Por Osvaldo Alvarez Guerrero

De revolución, ni hablar…! Excepto que divaguemos sobre el pasado, con empaque académico y cierto alejamiento escéptico, hoy la revolución es algo perimido, desprestigiado, absurdo e inimaginable para la mayoría de los argentinos. No es posible, se alega, y ni siquiera hay un programa para ella.

Sin embargo debe admitirse que buena parte del mundo se debate entre movimientos revolucionarios -nacionalistas, reaccionarios, liberadores relativamente socialistas, espiritualistas, modernizadores neoliberales- en los que está latente o ya se ha desatado la guerra civil. La insurgencia, el golpe de Estado, la revuelta y el levantamiento, el estado de rebeldía y resistencia ante el statu quo, cualquiera sea éste, son momentos encadenados, casi una constante en todo el mundo no desarrollado. Desde la década pasada ya no se habla de revolución: se la ejecuta y se la padece.

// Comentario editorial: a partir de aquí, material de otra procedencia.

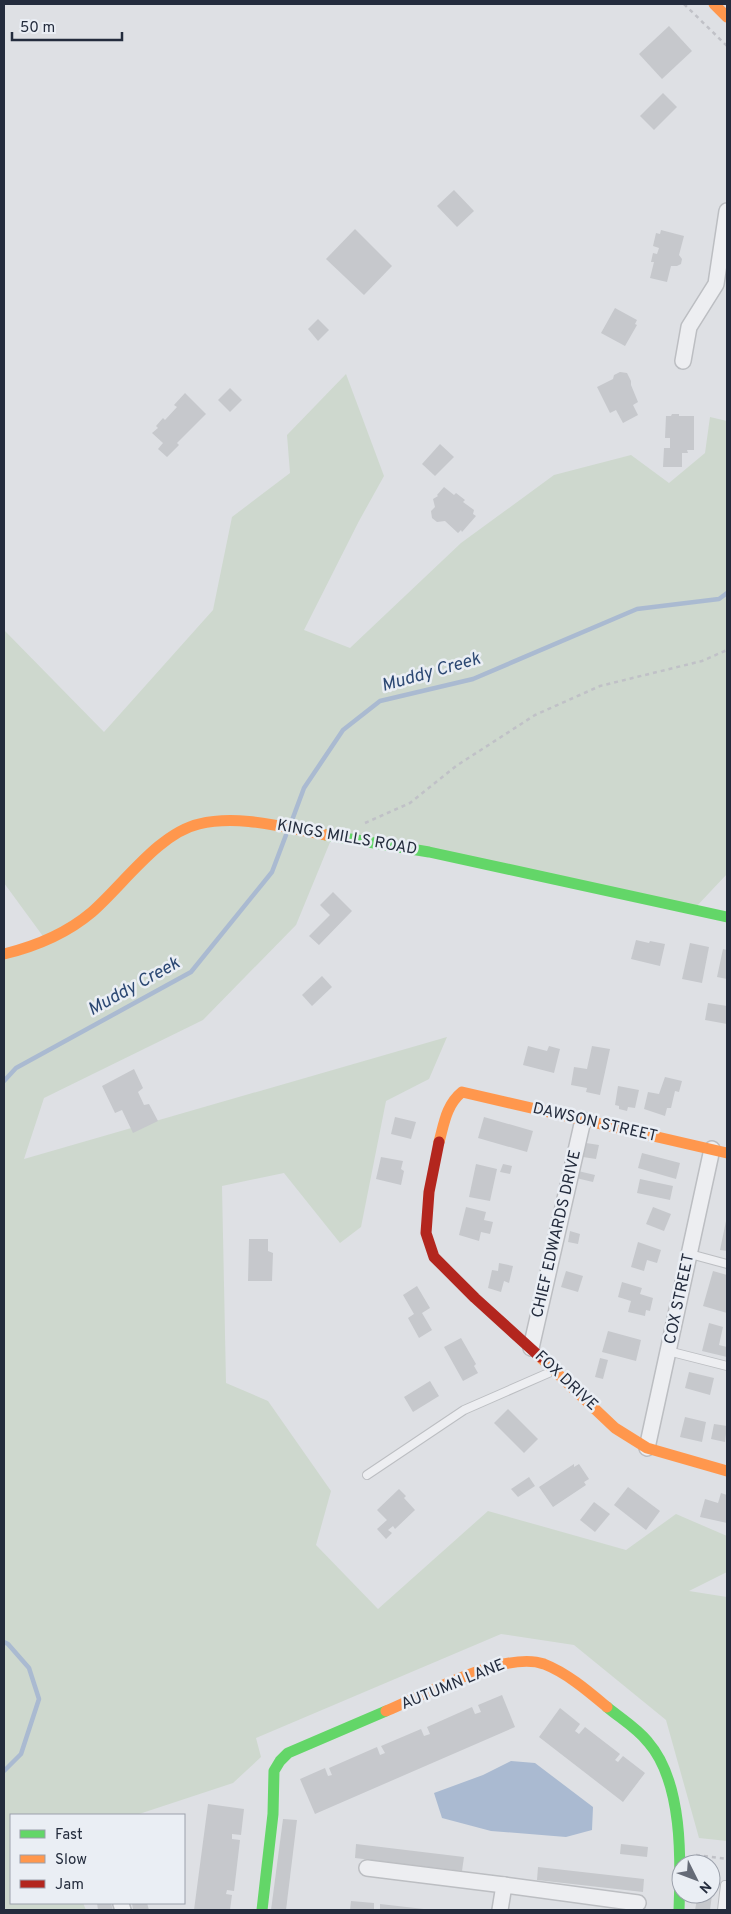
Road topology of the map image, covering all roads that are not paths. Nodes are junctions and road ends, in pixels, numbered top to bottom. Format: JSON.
{"nodes":[{"id":1,"x":714,"y":4,"type":"edge"},
{"id":2,"x":727,"y":18,"type":"edge"},
{"id":3,"x":727,"y":211,"type":"edge"},
{"id":4,"x":683,"y":361,"type":"dead end"},
{"id":5,"x":727,"y":917,"type":"edge"},
{"id":6,"x":4,"y":954,"type":"edge"},
{"id":7,"x":583,"y":1120,"type":"junction"},
{"id":8,"x":720,"y":1151,"type":"edge"},
{"id":9,"x":431,"y":1250,"type":"joint"},
{"id":10,"x":690,"y":1254,"type":"junction"},
{"id":11,"x":727,"y":1264,"type":"edge"},
{"id":12,"x":531,"y":1348,"type":"junction"},
{"id":13,"x":668,"y":1351,"type":"junction"},
{"id":14,"x":727,"y":1366,"type":"edge"},
{"id":15,"x":554,"y":1370,"type":"junction"},
{"id":16,"x":647,"y":1448,"type":"junction"},
{"id":17,"x":727,"y":1471,"type":"edge"},
{"id":18,"x":368,"y":1475,"type":"dead end"},
{"id":19,"x":367,"y":1868,"type":"dead end"},
{"id":20,"x":504,"y":1885,"type":"junction"},
{"id":21,"x":725,"y":1885,"type":"dead end"},
{"id":22,"x":638,"y":1903,"type":"dead end"},
{"id":23,"x":262,"y":1910,"type":"edge"},
{"id":24,"x":500,"y":1910,"type":"edge"},
{"id":25,"x":679,"y":1910,"type":"edge"},
{"id":26,"x":722,"y":1910,"type":"edge"}],
"edges":[{"from":1,"to":2,"type":"street"},
{"from":3,"to":4,"type":"street"},
{"from":5,"to":6,"type":"street","name":"KINGS MILLS ROAD"},
{"from":7,"to":8,"type":"street","name":"DAWSON STREET"},
{"from":7,"to":9,"type":"street","name":"DAWSON STREET"},
{"from":7,"to":12,"type":"street","name":"CHIEF EDWARDS DRIVE"},
{"from":8,"to":10,"type":"street","name":"COX STREET"},
{"from":9,"to":12,"type":"street","name":"FOX DRIVE"},
{"from":10,"to":11,"type":"lane"},
{"from":10,"to":13,"type":"street","name":"COX STREET"},
{"from":12,"to":15,"type":"street","name":"FOX DRIVE"},
{"from":13,"to":14,"type":"lane"},
{"from":13,"to":16,"type":"street","name":"COX STREET"},
{"from":15,"to":16,"type":"street","name":"FOX DRIVE"},
{"from":15,"to":18,"type":"lane"},
{"from":16,"to":17,"type":"street","name":"FOX DRIVE"},
{"from":19,"to":20,"type":"street"},
{"from":20,"to":22,"type":"street"},
{"from":20,"to":24,"type":"street"},
{"from":21,"to":26,"type":"lane"},
{"from":23,"to":25,"type":"street","name":"AUTUMN LANE"}]}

El concepto que entorna estos temidos episodios es obviamente muy amplio. En teoría, al hablar de revolución se hace referencia a un cambio del Estado y de la sociedad, esto es, una modificación sustantiva de las relaciones de poder. Pueden agregarse otros elementos, según las ciencias sociales y las experiencias históricas: el cambio ha de ser más o menos rápido, más o menos radical y totalizador, más o menos violento o pacífico. Por ejemplo, los historiadores invocan a la Revolución Industrial (en Europa entre 1780 y 1830) y a la Revolución Científica y Tecnológica (en todos los países industrialmente desarrollados, en el siglo XX). En esta perspectiva, al tomarse en cuenta períodos relativamente más extendidos, colocan el acento en ejes (el desarrollo acelerado de la industria y la ciencia aplicada) en torno de los cuales las transformaciones repercutieron en las relaciones políticas, culturales, sociales y económicas de los pueblos. También se puede hablar, y de modo mucho más frecuente y preciso, de la Revolución Francesa de 1789 o de la Rusa de 1917 (consideradas las más profundas e influyentes en los siglos últimos) y entonces estamos poniendo énfasis en períodos cortos y en el ejercicio político de acciones colectivas violentas.

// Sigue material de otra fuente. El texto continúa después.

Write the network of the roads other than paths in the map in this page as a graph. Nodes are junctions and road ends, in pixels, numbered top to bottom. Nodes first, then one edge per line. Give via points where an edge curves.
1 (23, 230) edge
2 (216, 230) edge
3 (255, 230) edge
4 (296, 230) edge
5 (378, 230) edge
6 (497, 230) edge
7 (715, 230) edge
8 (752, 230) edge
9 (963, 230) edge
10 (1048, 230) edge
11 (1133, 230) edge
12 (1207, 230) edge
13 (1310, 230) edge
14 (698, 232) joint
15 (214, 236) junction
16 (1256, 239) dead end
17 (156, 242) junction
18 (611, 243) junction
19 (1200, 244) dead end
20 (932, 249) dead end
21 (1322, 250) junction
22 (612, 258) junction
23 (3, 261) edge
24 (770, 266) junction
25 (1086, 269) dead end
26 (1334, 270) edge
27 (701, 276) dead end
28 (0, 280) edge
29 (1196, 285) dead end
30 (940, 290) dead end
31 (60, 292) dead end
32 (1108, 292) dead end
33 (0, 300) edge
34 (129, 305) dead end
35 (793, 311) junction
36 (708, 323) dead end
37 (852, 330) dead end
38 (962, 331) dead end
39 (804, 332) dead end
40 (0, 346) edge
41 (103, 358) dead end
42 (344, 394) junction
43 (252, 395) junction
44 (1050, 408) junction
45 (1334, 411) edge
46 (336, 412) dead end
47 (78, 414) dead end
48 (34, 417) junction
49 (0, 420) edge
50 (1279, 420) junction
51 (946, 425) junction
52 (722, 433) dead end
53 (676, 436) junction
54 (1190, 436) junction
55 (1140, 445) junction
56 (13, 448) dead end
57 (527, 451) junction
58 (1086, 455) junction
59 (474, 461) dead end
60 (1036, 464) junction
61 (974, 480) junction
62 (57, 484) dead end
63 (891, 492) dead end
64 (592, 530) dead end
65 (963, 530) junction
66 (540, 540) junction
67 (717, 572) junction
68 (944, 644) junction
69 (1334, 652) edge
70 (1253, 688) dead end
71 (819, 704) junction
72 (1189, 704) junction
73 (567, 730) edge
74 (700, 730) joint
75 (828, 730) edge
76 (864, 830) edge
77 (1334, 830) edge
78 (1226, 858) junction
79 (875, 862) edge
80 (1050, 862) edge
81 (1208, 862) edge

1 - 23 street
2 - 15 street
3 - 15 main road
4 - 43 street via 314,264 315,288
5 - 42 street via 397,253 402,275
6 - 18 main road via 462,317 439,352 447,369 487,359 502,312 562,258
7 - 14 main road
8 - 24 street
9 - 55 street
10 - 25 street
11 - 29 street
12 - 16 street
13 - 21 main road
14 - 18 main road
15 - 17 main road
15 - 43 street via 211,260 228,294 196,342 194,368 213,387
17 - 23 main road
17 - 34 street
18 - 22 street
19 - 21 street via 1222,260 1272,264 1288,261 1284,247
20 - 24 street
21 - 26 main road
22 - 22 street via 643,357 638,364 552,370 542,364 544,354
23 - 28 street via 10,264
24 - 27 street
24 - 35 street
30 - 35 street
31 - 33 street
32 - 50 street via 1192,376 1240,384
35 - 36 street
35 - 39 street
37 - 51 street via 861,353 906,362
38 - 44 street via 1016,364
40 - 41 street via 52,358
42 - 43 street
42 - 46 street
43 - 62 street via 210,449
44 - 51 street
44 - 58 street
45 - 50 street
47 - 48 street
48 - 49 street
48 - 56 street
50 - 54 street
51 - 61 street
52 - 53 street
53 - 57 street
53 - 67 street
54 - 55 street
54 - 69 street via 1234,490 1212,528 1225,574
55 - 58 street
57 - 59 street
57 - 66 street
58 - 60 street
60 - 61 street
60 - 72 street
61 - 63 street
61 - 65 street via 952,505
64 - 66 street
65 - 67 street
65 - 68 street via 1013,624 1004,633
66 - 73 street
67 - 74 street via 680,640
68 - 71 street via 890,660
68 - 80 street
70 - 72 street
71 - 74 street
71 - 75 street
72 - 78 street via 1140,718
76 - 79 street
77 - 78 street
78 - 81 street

Una revolución puede ser: a) un deseo; b) un intento; c) un resultado; d) una situación.

Es un deseo, cuando se trata de un rechazo puro y simple opuesto por el espíritu al mundo que lo indigna. Un intento es cuando una acción colectiva pone en ejecución este rechazo, independientemente de su éxito y su fracaso. Suele responder a un programa, una estrategia revolucionaria con pretensiones de racionalidad. El resultado es el efecto de la acción revolucionaria una vez ejecutada. Pocas veces coincide con el proyecto inicial. En la medida en que la acción revolucionaria nace, se ejerce y se cristaliza, las consecuencias efectivas de este proceso son sólo parecidas a las imaginadas, o totalmente contrarias, por el hecho de que las revoluciones desembocan a menudo en contrarrevoluciones.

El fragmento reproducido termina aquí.